Seeing both sides, I didn’t form a definitive view on the matter. If pressed, I suppose I would have defaulted to the belief that buildings, however venerable, are made for the use of people. That said, I was hugely impressed by the turnout of about 500 parishioners on a very cold night to listen to or express a view at a parish assembly. Well done, the people of St Lawrence – clearly democracy is alive and kicking at a parish level.

Not so well done, some of those who were on what turned out to be the losing side. A leader of the opposition, parishioner Marcus Binney, appeared gracious and accepting in defeat, but some of his supporters, who it is alleged had not behaved particularly well during the campaign, took the defeat badly and responded with bitterness. I suppose they had become used to the tail’s ability to wag the dog.

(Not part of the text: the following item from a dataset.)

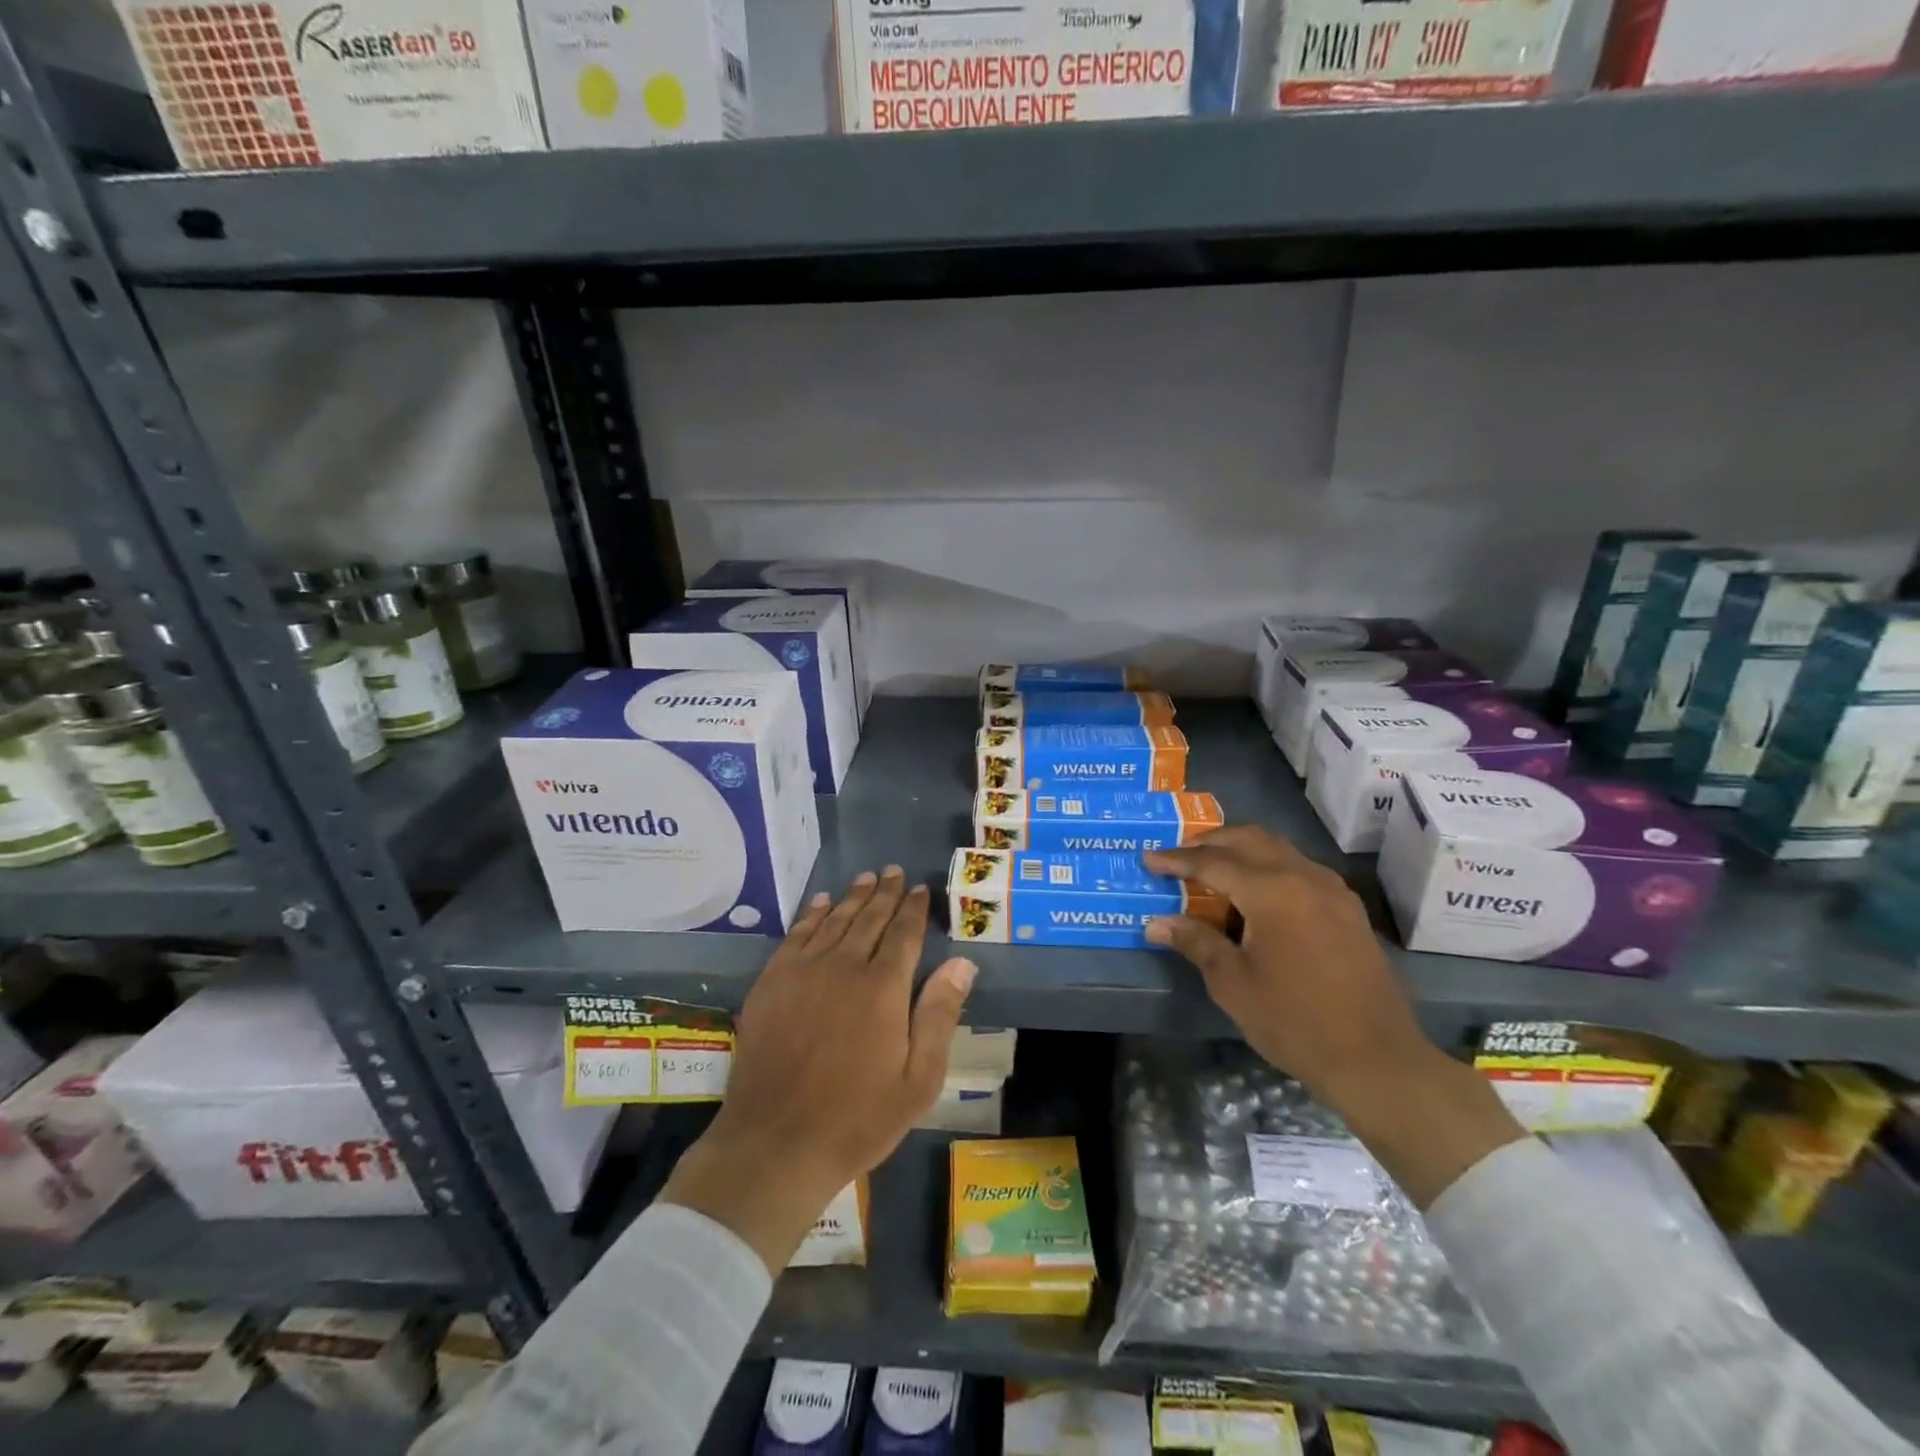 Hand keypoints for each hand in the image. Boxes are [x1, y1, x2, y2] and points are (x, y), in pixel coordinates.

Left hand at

There has been a growing trend for pressure groups, often SIFs (‘single-issue fanatics’), to reach for a petition at the first sign that something they don’t like might happen. There are protest meetings and marches at which a few hundred gather together with the sole purpose of persuading our elected representatives to make or reject a certain proposition. More often than not they claim the moral high ground and boldly state that they speak on behalf of the people of Jersey. Worryingly, it often works. It’s the politicians’ job to represent all the people, but so timid have they become that pressure groups often seem to get their way. While the majority stays silent, the minority will continue
to exercise undue influence.

When I started writing this column I had just ended a four-year involvement with tourism, and inevitably my first article was on that topic. Having said I’d do my best not to bang on about tourism, I have since largely concentrated on other issues – so, no apology for briefly returning to it now. When the Tourism Shadow Board proposed the target of a million visitors a year in 15 years there was considerable scepticism, despite the fact that it would only take annual increases of about two and a half per cent to achieve. Last week we learned that the number of holidaymakers increased by 16 per cent last year, while total visitors rose by five per cent; visitors injected £250 million into the economy, up ten per cent, not including the trickle-down effect.

While it’s still too early to be certain that the target will be hit, it’s not too soon to underline the advances that can be made when work previously undertaken by government is outsourced.

A damning report by accountants EY on collapsed mega-company Carillion has revealed excessive layers of management with an aversion to change; there was a lack of professionalism, a lack of accountability and short-term benefit preferred to sustainable performance. Where have I heard that before?